The Napier grass planted around the maize farm:

  • attracts stemborers and FAW to lay eggs on it
  • but it does not allow larvae to develop on it due to poor nutrition; so very few larvae surviv

 At the same time, Desmodium, planted as an intercrop :

  •  emits volatiles that repels stemborers or FAW, and
  • secretes root exudates that induces premature germination of striga seeds and kills the germinating striga; so this depletes seed banks of striga in maize farms over time;
  • covers the ground surface between maize, thus smothering weeds
  • enriches the soil with nitrogen, preserves soil moisture and protects the soil from erosion.

The Desmodium and Napier/Brachiaria grass grown in Push-pull farms also:

  • provide valuable biomass as fodder for livestock, which can translate into increases in dairy products like milk.

“Push-pull climate smart” (combination of Desmodium Greenleaf and Bracharia cv Mulato II):

  • is designed for dry and hot conditions to address the challenges posed by climate change
  • Brachiaria grass grows fast with less water, and has been found to tolerate dry conditions better than Napier grass.

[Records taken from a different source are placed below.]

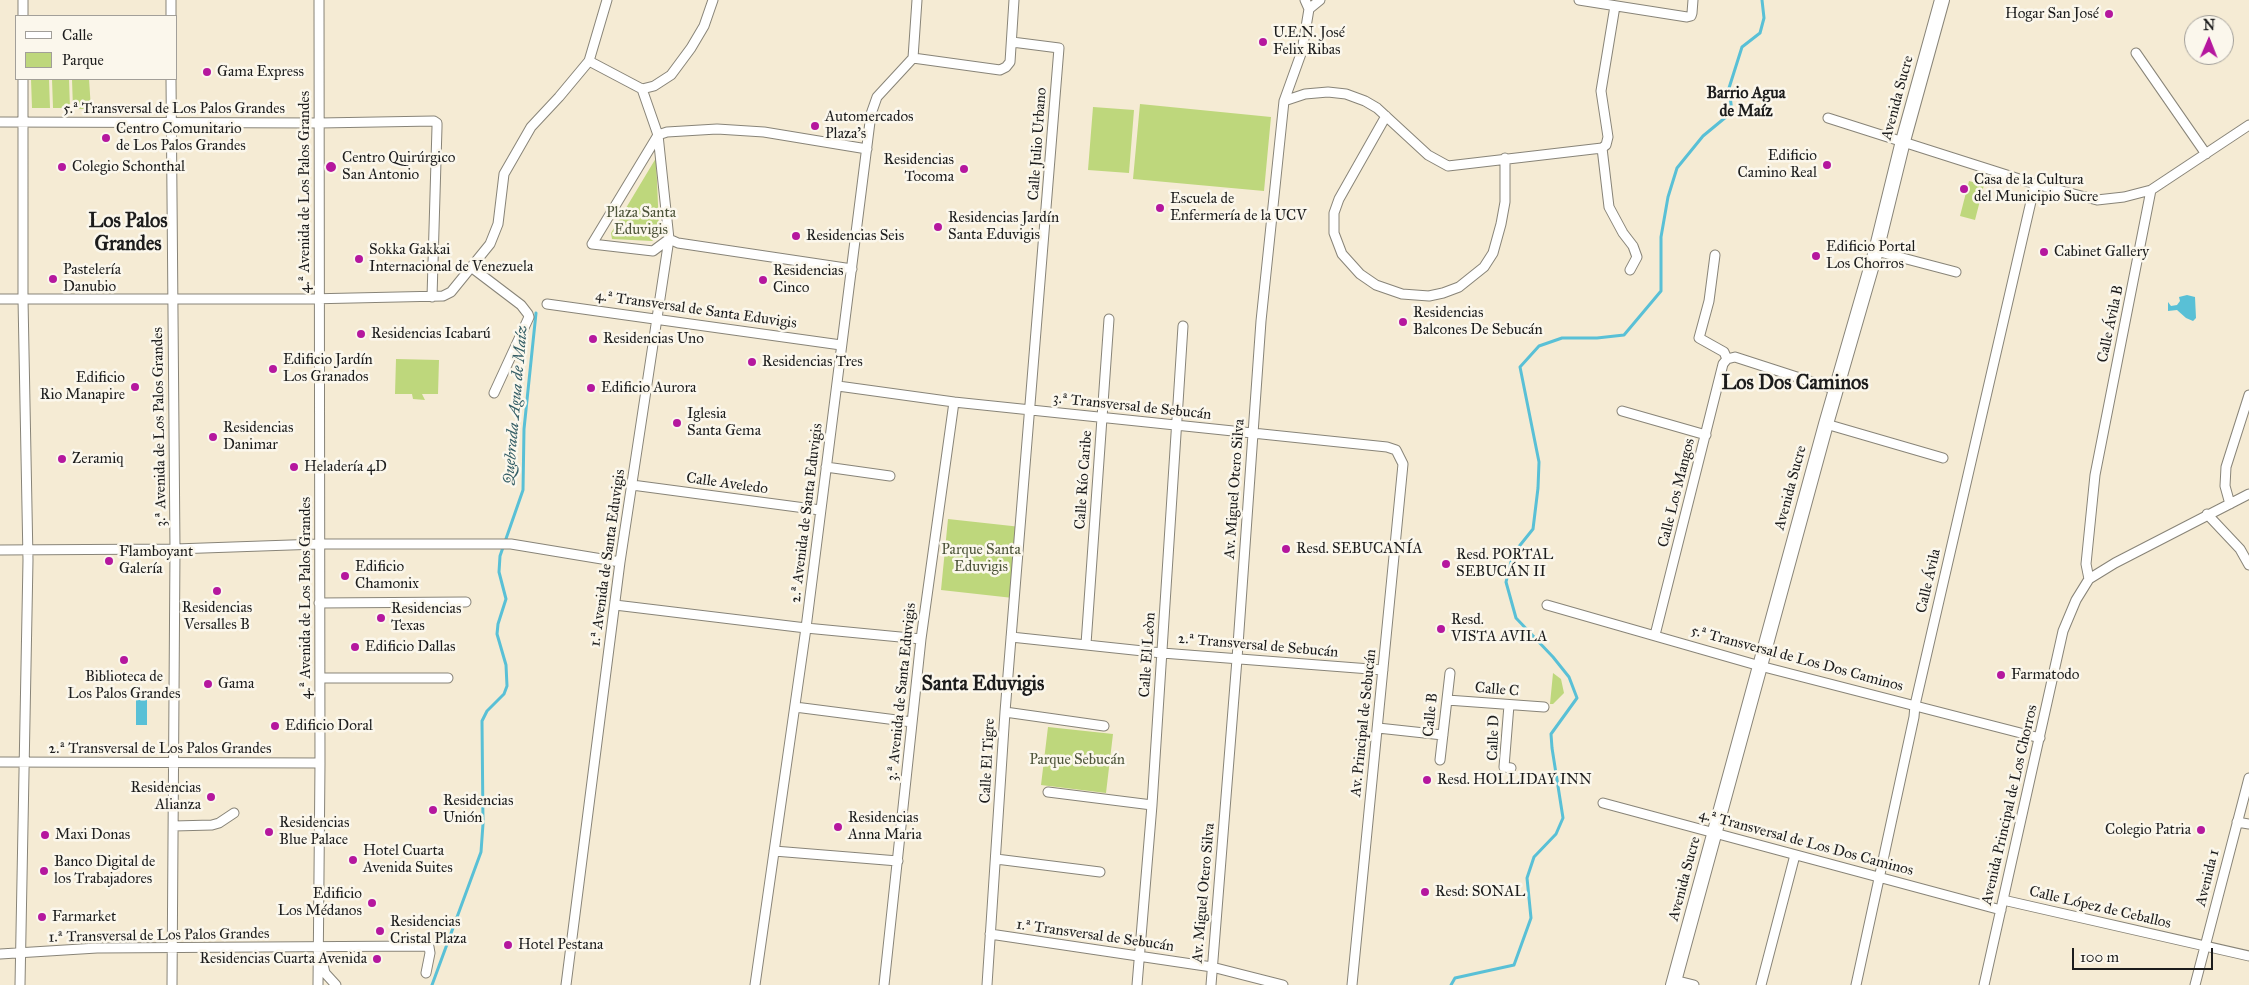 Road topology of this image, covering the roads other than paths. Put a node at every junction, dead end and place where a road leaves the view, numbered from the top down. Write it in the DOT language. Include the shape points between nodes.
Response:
graph roads {
  1 [pos="23,0"];
  2 [pos="171,0"];
  3 [pos="319,0"];
  4 [pos="607,0"];
  5 [pos="713,0"];
  6 [pos="917,0"];
  7 [pos="1014,0"];
  8 [pos="1305,0"];
  9 [pos="1320,0"];
  10 [pos="1579,0"];
  11 [pos="1693,0"];
  12 [pos="1942,0"];
  13 [pos="1615,6"];
  14 [pos="1309,9"];
  15 [pos="23,15"];
  16 [pos="171,15"];
  17 [pos="1012,42"];
  18 [pos="2136,53"];
  19 [pos="912,58"];
  20 [pos="589,61"];
  21 [pos="23,80"];
  22 [pos="171,80"];
  23 [pos="642,89"];
  24 [pos="1284,101"];
  25 [pos="1386,116"];
  26 [pos="1828,118"];
  27 [pos="0,122"];
  28 [pos="23,122"];
  29 [pos="172,123"];
  30 [pos="320,123"];
  31 [pos="2249,125"];
  32 [pos="658,135"];
  33 [pos="1903,141"];
  34 [pos="1602,148"];
  35 [pos="867,149"];
  36 [pos="2206,154"];
  37 [pos="1505,158"];
  38 [pos="2035,184"];
  39 [pos="2151,190"];
  40 [pos="669,239"];
  41 [pos="1876,251"];
  42 [pos="1715,255"];
  43 [pos="471,267"];
  44 [pos="852,269"];
  45 [pos="1630,270"];
  46 [pos="1956,272"];
  47 [pos="432,297"];
  48 [pos="0,299"];
  49 [pos="23,299"];
  50 [pos="172,299"];
  51 [pos="318,299"];
  52 [pos="547,304"];
  53 [pos="656,318"];
  54 [pos="1109,319"];
  55 [pos="1183,326"];
  56 [pos="842,345"];
  57 [pos="1727,359"];
  58 [pos="838,386"];
  59 [pos="1837,390"];
  60 [pos="494,393"];
  61 [pos="2249,395"];
  62 [pos="954,402"];
  63 [pos="1029,410"];
  64 [pos="1622,411"];
  65 [pos="1102,418"];
  66 [pos="1826,424"];
  67 [pos="1177,425"];
  68 [pos="1253,432"];
  69 [pos="1706,436"];
  70 [pos="1942,458"];
  71 [pos="1403,464"];
  72 [pos="826,467"];
  73 [pos="890,476"];
  74 [pos="632,484"];
  75 [pos="2249,494"];
  76 [pos="2230,504"];
  77 [pos="820,510"];
  78 [pos="2208,514"];
  79 [pos="319,544"];
  80 [pos="175,549"];
  81 [pos="0,550"];
  82 [pos="28,550"];
  83 [pos="620,562"];
  84 [pos="2249,565"];
  85 [pos="2089,580"];
  86 [pos="466,602"];
  87 [pos="319,603"];
  88 [pos="615,605"];
  89 [pos="1547,605"];
  90 [pos="806,628"];
  91 [pos="1655,635"];
  92 [pos="1011,637"];
  93 [pos="920,639"];
  94 [pos="1086,644"];
  95 [pos="1162,653"];
  96 [pos="1238,659"];
  97 [pos="1760,666"];
  98 [pos="1383,670"];
  99 [pos="1450,674"];
  100 [pos="320,678"];
  101 [pos="448,678"];
  102 [pos="1447,700"];
  103 [pos="1509,705"];
  104 [pos="1915,705"];
  105 [pos="795,707"];
  106 [pos="1544,707"];
  107 [pos="1004,712"];
  108 [pos="912,722"];
  109 [pos="1104,726"];
  110 [pos="1378,728"];
  111 [pos="1443,734"];
  112 [pos="2040,738"];
  113 [pos="1440,760"];
  114 [pos="0,762"];
  115 [pos="24,762"];
  116 [pos="174,763"];
  117 [pos="320,763"];
  118 [pos="1511,768"];
  119 [pos="2249,778"];
  120 [pos="1048,792"];
  121 [pos="1603,803"];
  122 [pos="1152,805"];
  123 [pos="234,813"];
  124 [pos="2236,822"];
  125 [pos="2249,824"];
  126 [pos="174,826"];
  127 [pos="1715,832"];
  128 [pos="774,851"];
  129 [pos="1795,855"];
  130 [pos="996,859"];
  131 [pos="898,861"];
  132 [pos="1100,872"];
  133 [pos="1880,878"];
  134 [pos="2003,900"];
  135 [pos="2001,910"];
  136 [pos="990,934"];
  137 [pos="173,947"];
  138 [pos="2206,947"];
  139 [pos="319,948"];
  140 [pos="20,953"];
  141 [pos="0,954"];
  142 [pos="1139,956"];
  143 [pos="2249,956"];
  144 [pos="1212,967"];
  145 [pos="426,973"];
  146 [pos="1674,982"];
  147 [pos="20,985"];
  148 [pos="172,985"];
  149 [pos="318,985"];
  150 [pos="336,985"];
  151 [pos="566,985"];
  152 [pos="755,985"];
  153 [pos="884,985"];
  154 [pos="987,985"];
  155 [pos="1137,985"];
  156 [pos="1211,985"];
  157 [pos="1283,985"];
  158 [pos="1352,985"];
  159 [pos="1694,985"];
  160 [pos="1761,985"];
  161 [pos="1856,985"];
  162 [pos="1984,985"];
  163 [pos="2195,985"];
  1 -- 15 [label="street"];
  2 -- 16 [label="street"];
  3 -- 30 [label="street, 4.ª Avenida de Los Palos Grandes"];
  4 -- 20 [label="street"];
  5 -- 23 [label="street" via="704,26 671,76"];
  6 -- 19 [label="street"];
  7 -- 17 [label="street"];
  8 -- 14 [label="street"];
  9 -- 14 [label="street"];
  10 -- 13 [label="street"];
  11 -- 13 [label="street" via="1691,16 1687,17"];
  12 -- 33 [label="main road, Avenida Sucre"];
  13 -- 34 [label="street" via="1601,91 1608,137"];
  14 -- 24 [label="street, Av. Miguel Otero Silva" via="1302,51"];
  17 -- 19 [label="street" via="1010,62 1000,70"];
  17 -- 63 [label="street, Calle Julio Urbano" via="1059,48"];
  18 -- 36 [label="street"];
  19 -- 35 [label="street, 2.ª Avenida de Santa Eduvigis" via="877,97"];
  20 -- 23 [label="street"];
  20 -- 43 [label="street" via="531,126 515,151 504,174 498,224 490,244"];
  21 -- 28 [label="street"];
  22 -- 29 [label="street, 3.ª Avenida de Los Palos Grandes"];
  23 -- 32 [label="street, 1.ª Avenida de Santa Eduvigis"];
  24 -- 25 [label="street" via="1305,94 1346,94 1365,101"];
  24 -- 68 [label="street, Av. Miguel Otero Silva"];
  25 -- 37 [label="street" via="1428,155 1448,166"];
  25 -- 37 [label="street" via="1334,213 1334,233 1342,254 1360,274 1376,285 1402,294 1429,296 1459,287 1484,267 1493,253 1506,202"];
  26 -- 33 [label="street"];
  27 -- 28 [label="street, 5.ª Transversal de Los Palos Grandes"];
  28 -- 29 [label="street, 5.ª Transversal de Los Palos Grandes"];
  28 -- 49 [label="street"];
  29 -- 30 [label="street, 5.ª Transversal de Los Palos Grandes"];
  29 -- 50 [label="street, 3.ª Avenida de Los Palos Grandes"];
  30 -- 47 [label="street, 5.ª Transversal de Los Palos Grandes" via="437,123"];
  30 -- 51 [label="street, 4.ª Avenida de Los Palos Grandes"];
  31 -- 36 [label="street"];
  32 -- 35 [label="street" via="709,129 764,132"];
  32 -- 40 [label="street, 1.ª Avenida de Santa Eduvigis"];
  32 -- 40 [label="street" via="592,244 653,251"];
  33 -- 38 [label="street"];
  33 -- 41 [label="main road, Avenida Sucre"];
  34 -- 37 [label="street"];
  34 -- 45 [label="street" via="1609,207 1633,246 1636,257"];
  35 -- 44 [label="street, 2.ª Avenida de Santa Eduvigis"];
  36 -- 39 [label="street"];
  38 -- 39 [label="street" via="2097,200"];
  38 -- 104 [label="street, Calle Ávila"];
  39 -- 85 [label="street, Calle Ávila B" via="2095,475 2086,564"];
  40 -- 44 [label="street"];
  40 -- 53 [label="street, 1.ª Avenida de Santa Eduvigis"];
  41 -- 46 [label="street"];
  41 -- 59 [label="main road, Avenida Sucre"];
  42 -- 57 [label="street" via="1709,301 1699,338 1724,352"];
  43 -- 47 [label="street" via="451,292"];
  43 -- 60 [label="street" via="521,305 529,317"];
  44 -- 56 [label="street, 2.ª Avenida de Santa Eduvigis"];
  47 -- 51 [label="street"];
  48 -- 49 [label="street"];
  49 -- 50 [label="street"];
  49 -- 82 [label="street"];
  50 -- 51 [label="street"];
  50 -- 80 [label="street, 3.ª Avenida de Los Palos Grandes"];
  51 -- 79 [label="street, 4.ª Avenida de Los Palos Grandes"];
  52 -- 53 [label="street, 4.ª Transversal de Santa Eduvigis"];
  53 -- 56 [label="street, 4.ª Transversal de Santa Eduvigis"];
  53 -- 74 [label="street, 1.ª Avenida de Santa Eduvigis"];
  54 -- 65 [label="street, Calle Río Caribe"];
  55 -- 67 [label="street, Calle El Leòn"];
  56 -- 58 [label="street, 2.ª Avenida de Santa Eduvigis"];
  57 -- 59 [label="street" via="1735,357"];
  57 -- 69 [label="street, Calle Los Mangos"];
  58 -- 62 [label="street, 3.ª Transversal de Sebucán"];
  58 -- 72 [label="street, 2.ª Avenida de Santa Eduvigis"];
  59 -- 66 [label="main road, Avenida Sucre"];
  61 -- 76 [label="street" via="2226,468 2225,486"];
  62 -- 63 [label="street, 3.ª Transversal de Sebucán"];
  62 -- 93 [label="street, 3.ª Avenida de Santa Eduvigis"];
  63 -- 65 [label="street, 3.ª Transversal de Sebucán"];
  63 -- 92 [label="street, Calle El Tigre"];
  64 -- 69 [label="street"];
  65 -- 67 [label="street, 3.ª Transversal de Sebucán"];
  65 -- 94 [label="street, Calle Río Caribe"];
  66 -- 70 [label="street"];
  66 -- 97 [label="main road, Avenida Sucre"];
  67 -- 68 [label="street, 3.ª Transversal de Sebucán"];
  67 -- 95 [label="street, Calle El Leòn"];
  68 -- 71 [label="street, 3.ª Transversal de Sebucán" via="1387,446 1396,450"];
  68 -- 96 [label="street, Av. Miguel Otero Silva"];
  69 -- 91 [label="street, Calle Los Mangos"];
  71 -- 98 [label="street, Av. Principal de Sebucán"];
  72 -- 73 [label="street"];
  72 -- 77 [label="street, 2.ª Avenida de Santa Eduvigis"];
  74 -- 77 [label="street, Calle Aveledo"];
  74 -- 83 [label="street, 1.ª Avenida de Santa Eduvigis"];
  75 -- 76 [label="street, Avenida Principal de Los Chorros"];
  76 -- 78 [label="street, Avenida Principal de Los Chorros"];
  77 -- 90 [label="street, 2.ª Avenida de Santa Eduvigis"];
  78 -- 84 [label="street" via="2240,549"];
  78 -- 85 [label="street, Avenida Principal de Los Chorros" via="2115,562"];
  79 -- 80 [label="street"];
  79 -- 83 [label="street" via="511,544"];
  79 -- 87 [label="street, 4.ª Avenida de Los Palos Grandes"];
  80 -- 82 [label="street"];
  80 -- 116 [label="street, 3.ª Avenida de Los Palos Grandes"];
  81 -- 82 [label="street"];
  82 -- 115 [label="street"];
  83 -- 88 [label="street, 1.ª Avenida de Santa Eduvigis"];
  85 -- 112 [label="street, Avenida Principal de Los Chorros" via="2066,622"];
  86 -- 87 [label="street"];
  87 -- 100 [label="street, 4.ª Avenida de Los Palos Grandes"];
  88 -- 90 [label="street"];
  88 -- 151 [label="street, 1.ª Avenida de Santa Eduvigis"];
  89 -- 91 [label="street, 5.ª Transversal de Los Dos Caminos"];
  90 -- 93 [label="street"];
  90 -- 105 [label="street, 2.ª Avenida de Santa Eduvigis"];
  91 -- 97 [label="street, 5.ª Transversal de Los Dos Caminos"];
  92 -- 94 [label="street, 2.ª Transversal de Sebucán"];
  92 -- 107 [label="street, Calle El Tigre"];
  93 -- 108 [label="street, 3.ª Avenida de Santa Eduvigis"];
  94 -- 95 [label="street, 2.ª Transversal de Sebucán"];
  95 -- 96 [label="street, 2.ª Transversal de Sebucán"];
  95 -- 122 [label="street, Calle El Leòn"];
  96 -- 98 [label="street, 2.ª Transversal de Sebucán"];
  96 -- 144 [label="street, Av. Miguel Otero Silva"];
  97 -- 104 [label="street, 5.ª Transversal de Los Dos Caminos"];
  97 -- 127 [label="main road, Avenida Sucre"];
  98 -- 110 [label="street, Av. Principal de Sebucán"];
  99 -- 102 [label="street, Calle B"];
  100 -- 101 [label="street"];
  100 -- 117 [label="street, 4.ª Avenida de Los Palos Grandes"];
  102 -- 103 [label="street, Calle C"];
  102 -- 111 [label="street, Calle B"];
  103 -- 106 [label="street, Calle C"];
  103 -- 118 [label="street, Calle D" via="1504,767"];
  104 -- 112 [label="street, 5.ª Transversal de Los Dos Caminos"];
  104 -- 133 [label="street, Calle Ávila"];
  105 -- 108 [label="street"];
  105 -- 128 [label="street, 2.ª Avenida de Santa Eduvigis"];
  107 -- 109 [label="street"];
  107 -- 130 [label="street, Calle El Tigre"];
  108 -- 131 [label="street, 3.ª Avenida de Santa Eduvigis"];
  110 -- 111 [label="street"];
  110 -- 158 [label="street, Av. Principal de Sebucán"];
  111 -- 113 [label="street, Calle B"];
  112 -- 134 [label="street, Avenida Principal de Los Chorros"];
  114 -- 115 [label="street, 2.ª Transversal de Los Palos Grandes"];
  115 -- 116 [label="street, 2.ª Transversal de Los Palos Grandes"];
  115 -- 140 [label="street"];
  116 -- 117 [label="street, 2.ª Transversal de Los Palos Grandes"];
  116 -- 126 [label="street, 3.ª Avenida de Los Palos Grandes"];
  117 -- 139 [label="street, 4.ª Avenida de Los Palos Grandes"];
  119 -- 124 [label="street, Avenida 1"];
  120 -- 122 [label="street"];
  121 -- 127 [label="street, 4.ª Transversal de Los Dos Caminos"];
  122 -- 142 [label="street, Calle El Leòn"];
  123 -- 126 [label="street" via="212,825"];
  124 -- 125 [label="street"];
  124 -- 138 [label="street, Avenida 1"];
  126 -- 137 [label="street, 3.ª Avenida de Los Palos Grandes"];
  127 -- 129 [label="street, 4.ª Transversal de Los Dos Caminos"];
  127 -- 146 [label="main road, Avenida Sucre"];
  128 -- 131 [label="street"];
  128 -- 152 [label="street, 2.ª Avenida de Santa Eduvigis"];
  129 -- 133 [label="street, 4.ª Transversal de Los Dos Caminos"];
  129 -- 160 [label="street"];
  130 -- 132 [label="street"];
  130 -- 136 [label="street, Calle El Tigre"];
  131 -- 153 [label="street, 3.ª Avenida de Santa Eduvigis"];
  133 -- 135 [label="street, 4.ª Transversal de Los Dos Caminos"];
  133 -- 161 [label="street, Calle Ávila"];
  134 -- 135 [label="street, Avenida Principal de Los Chorros"];
  134 -- 138 [label="street, Calle López de Ceballos"];
  135 -- 162 [label="street, Avenida Principal de Los Chorros"];
  136 -- 142 [label="street, 1.ª Transversal de Sebucán"];
  136 -- 154 [label="street, Calle El Tigre"];
  137 -- 139 [label="street, 1.ª Transversal de Los Palos Grandes"];
  137 -- 140 [label="street, 1.ª Transversal de Los Palos Grandes"];
  137 -- 148 [label="street, 3.ª Avenida de Los Palos Grandes"];
  138 -- 143 [label="street, Calle López de Ceballos"];
  138 -- 163 [label="street, Avenida 1"];
  139 -- 145 [label="street, 1.ª Transversal de Los Palos Grandes" via="429,947"];
  139 -- 149 [label="street, 4.ª Avenida de Los Palos Grandes"];
  139 -- 150 [label="street" via="325,973"];
  140 -- 141 [label="street, 1.ª Transversal de Los Palos Grandes"];
  140 -- 147 [label="street"];
  142 -- 144 [label="street, 1.ª Transversal de Sebucán"];
  142 -- 155 [label="street, Calle El Leòn"];
  144 -- 156 [label="street, Av. Miguel Otero Silva"];
  144 -- 157 [label="street, 1.ª Transversal de Sebucán"];
  146 -- 159 [label="street"];
}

Push–pull is an effective and efficient low-cost technology as it addresses some major constraints faced by smallholder farmers. The multiple benefits of this technology can result in an overall and significant improvement of farmer’s food security and livelihoods.

Observations on FAW (S. frugiperda) by at least 250 farmers who had adopted the climate-smart Push-pull technology in drier areas of Kenya, Uganda and Tanzania indicated reduction of FAW larvae per plant and subsequent reduction in plant damage. Further surveys on climate-smart Push-pull and monocropped maize farms indicated 82.7 percent reduction in average number of larvae per plant and 86.7 percent reduction in plant damage per plot in climate-adapted push-pull compared to maize monocrop plots.